На следующий же вечер Кира не утерпела и собрала отряд. Готовили костюмы для пьесы, и в пионерской комнате стоял веселый гам. Все были заняты делом. Повсюду валялись цветные бумажные обрезки. Танюшка, высунув от усердия язык, трудилась над марлевым крылом бабочки. Несколько ребят раскрашивали большую фанерную стену избушки. Кира, переходя от одной группки к другой, помогала, советовала. Ее увлекала веселая возня с малышами, и, как обычно, она забыла о времени.

За вечер успели сделать многое: на столе лежал огромный оранжевый гусиный клюв, несколько звериных масок, костюм для белки.

Наконец Кира мимоходом взглянула на свои часики и всполошилась: пора расходиться. Сегодня нужно еще забежать к Алле и вместе начать подготовку к очередному сочинению по литературе.

Как всегда, Кира шла вместе с Танюшкой. Девочка болтала про свои домашние и классные дела. Они свернули с проспекта на свою тихую улицу, когда позади послышалось:

— Миледи в сопровождении своего верного сердитого пажа!

Их нагонял Балашов. Засунув руки в карманы драпового пальто, он шагал чуть вперевалочку — точно так ходили курсанты речного училища, вызывая своей походкой зависть мальчишек и восхищение девушек.

— Сразу узнал по косам, — сказал он. — Моя мама дорого бы дала, чтобы иметь такие чудесные волосы. Признайтесь, Кира, вашим косам наверное многие завидуют? Ну, например тот же «рыжий демон» —Алла? Не правда ли?

— Пойдем, Кира, — Танюшка дернула за руку свою вожатую. Но та словно забыла о ней. Забыла, что спешила домой. А ведь сама только-только беспокоилась, что Алла, наверное, заждалась. — Пойдём, — снова настойчиво повторила девочка и, не получив ответа, сердито и громко протопала в сторону по звенящему от мороза тротуару.

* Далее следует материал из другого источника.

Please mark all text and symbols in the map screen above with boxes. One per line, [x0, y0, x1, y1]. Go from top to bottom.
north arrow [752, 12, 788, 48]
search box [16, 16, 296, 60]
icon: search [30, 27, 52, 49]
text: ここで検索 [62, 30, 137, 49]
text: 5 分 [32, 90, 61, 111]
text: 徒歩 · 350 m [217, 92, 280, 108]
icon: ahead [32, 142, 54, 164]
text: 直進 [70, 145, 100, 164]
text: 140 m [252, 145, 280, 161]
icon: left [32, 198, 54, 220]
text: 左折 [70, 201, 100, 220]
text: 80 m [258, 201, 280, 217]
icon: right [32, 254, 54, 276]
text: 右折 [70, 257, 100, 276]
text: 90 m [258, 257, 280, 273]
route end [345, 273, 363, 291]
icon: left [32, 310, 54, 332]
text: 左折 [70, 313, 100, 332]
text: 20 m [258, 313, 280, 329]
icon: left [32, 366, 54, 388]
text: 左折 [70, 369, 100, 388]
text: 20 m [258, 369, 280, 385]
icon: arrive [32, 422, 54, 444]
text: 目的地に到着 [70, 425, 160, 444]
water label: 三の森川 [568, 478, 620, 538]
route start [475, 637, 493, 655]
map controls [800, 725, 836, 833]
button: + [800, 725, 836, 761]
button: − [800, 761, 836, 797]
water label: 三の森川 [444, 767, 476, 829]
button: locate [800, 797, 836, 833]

— Паж сбежал, — пошутил Балашов.

Кира зябко повела плечами. Как и вчера ее охватила непривычная робость, и она невольно пожалела, что рядом с ней нет Аллы. Та, конечно, нашлась бы, что ответить.

— Вы с проспекта? — наконец спросила она.

Балашов рассмеялся.

— Плохо вы, оказывается, обо мне думаете, Кира. Вы решили, что я, как некие типы в ярких галстуках и кепочках с маленькими козырьками, тоже граню тротуары нашего славного города? Нет, Кира, такое занятие не по мне. Я не вижу в этом бесцельном хождении ничего красивого и умного. Конечно, я вас мог бы обмануть и сказать, например, что возвращаюсь из театра. Но я не любитель лжи. Я провожал Реутову...

— А-а... — протянула Кира, ускоряя шаги.

— Не спешите,—он придержал ее за руку. — Мы ведь с Ольгой старые знакомые. Ее отец и мой — друзья далекой юности...

У Киры на душе отлегло.

— Скажите, Балашов, почему вы ушли из своей школы?— неожиданно для себя спросила она.

— Меня зовут Игорем, — тихо заметил он, заглядывая ей в глаза. — Имя коротенькое и легко запоминается. Балашов — это звучит официально. Мы ведь с вами не на комсомольской собрании? Правда? А ушел я из школы не по своей вине.

— Вас, вас...

— Нет, миледи, меня не выгнали... — Юноша грустно усмехнулся. — У нас в классе произошла небольшая неприятность. Педагоги всполошились, родители тоже. Папа испугался, что его сын попадет в дурную компанию, и решил перевести в другую школу. И, знаете, я не раскаиваюсь... — Он вытянул руку, на черную кожаную перчатку упала крупная снежинка. — Очень красиво! А вы, Кира, любите красивое? Ну, конечно, вы должны любить все красивое, необыкновенное. Вы ведь и сама необыкновенная...

Белый дом с оградой, в котором жила Кира, остался позади. Девушка лишь мельком взглянула на освещенное окно в нижнем этаже, лишь подумала, что теперь ее, наверное, заждались друзья, но даже не замедлила шагов. Она и не заметила, как свернула за угол. И опять длинная улица, и опять можно идти.

— Присядем? — предложил неожиданно Балашов, и Кира покорно опустилась на чью-то скамейку, припорошенную снежком. Села смирно, вслушиваясь в спокойный голос юноши, хотя почти не понимала, о чем он говорит.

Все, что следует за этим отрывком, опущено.